Predigen oder einfach tun?
Geschrieben am 11.10.2011 von Walter MüllerKategorien: Kernthema Landwirtschaft
Vor mehr als 10 Jahren durfte ich mit Gastro St. Gallen, Tourismus Ostschweiz, dem Amt für Wirtschaft St. Gallen und dem St. Galler Bauernverband das Projekt Culinarium ins Leben rufen. Von Beginn weg war vernetztes Denken und Handeln für unsere Region, die Ostschweiz im Zentrum unserer Aktivitäten.
Gesunde Produkte aus der Region bedeuten Lebensqualität pur. Mit guten Freunden „culinarisch“ zu essen und dabei mit einem edlen Tropfen aus der Ostschweiz anzustossen, das schafft Verbundenheit und weckt Emotionen. Allein schon das Wissen, dass die Rohstoffe wie Gemüse, Obst, Trauben oder Getreide in „unserer“ Erde gewachsen sind, schenkt Vertrauen. Ebenso wie das Wissen, dass die dahinter stehenden Produzenten und Verarbeiter ihr Handwerk verstehen und für gute Qualität bürgen.
Die stetig wachsende Nachfrage der Konsumentinnen und Konsumenten nach regionalen Produkten ist der Motor für Innovation und Kreativität. Urtümliche Spezialitäten werden bewahrt, Rezepturen angepasst und Neues entwickelt. Der Bezug zur Region wird dabei nie aus den Augen verloren. Nicht umsonst besticht die Ostschweiz durch eine Vielfalt an Spezialitäten. Dafür steht der Winzer mit herausragenden Weinen, ebenso wie der Metzger mit den Fleisch- und Wurstspezialitäten. Man denke nur an die St. Galler Kalbsbratwurst , den Käser mit der breiten Palette an Käsesorten und den Bäcker mit Spezialbroten und Backwaren. Die Liste ist beliebig ergänzbar mit, Molkereiprodukten, Ribelmaisbier, Getränken, Geflügel oder Fisch aus unseren Gewässern.

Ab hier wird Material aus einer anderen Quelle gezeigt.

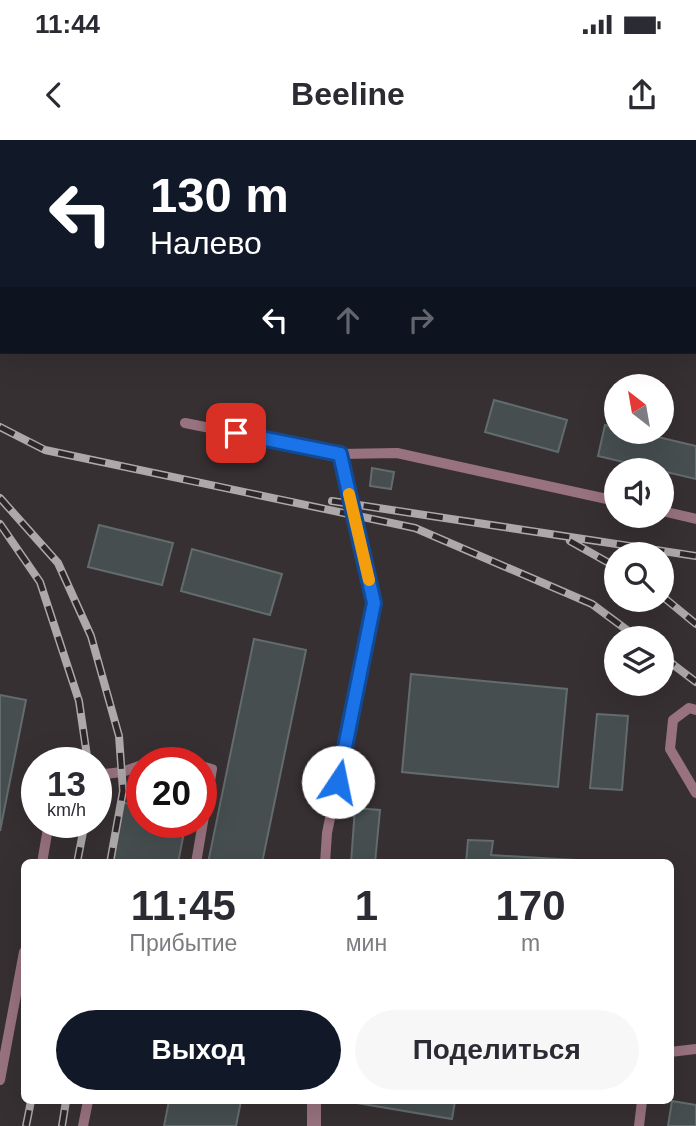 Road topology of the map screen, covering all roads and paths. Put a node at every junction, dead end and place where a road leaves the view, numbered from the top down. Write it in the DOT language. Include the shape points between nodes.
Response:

Über all diesen Produkten steht die Begeisterung für die kulinarische Tradition verbunden mit der Kreativität für Neues. Eine Begeisterung, die der Trägerverein Culinarium seit über zehn Jahren mit den Produzenten teilt. Produkte aus der Region stehen für die Nähe zum Produzenten, für Qualität und Authentizität. Sie schaffen Arbeitsplätze und sichern damit Wertschöpfung.
Kurze Transportwege schonen unsere Umwelt und die Rückverfolgbarkeit des gesamten Verarbeitungsprozesses schafft Vertrauen. Kurzum: Regionale Produkte verbinden Menschen zu einer starken Wertegemeinschaft. Wenn Lebensmittel wieder den ihnen zustehenden Wert haben - nicht einfach dem globalen Einheitsbrei geopfert werden - so ist Regionalität auch ein Beitrag zu einer besseren Welternährungssituation. Der bevorstehende Welternährungstag ist ein guter Anlass, um über unsere Möglichkeiten nachzudenken.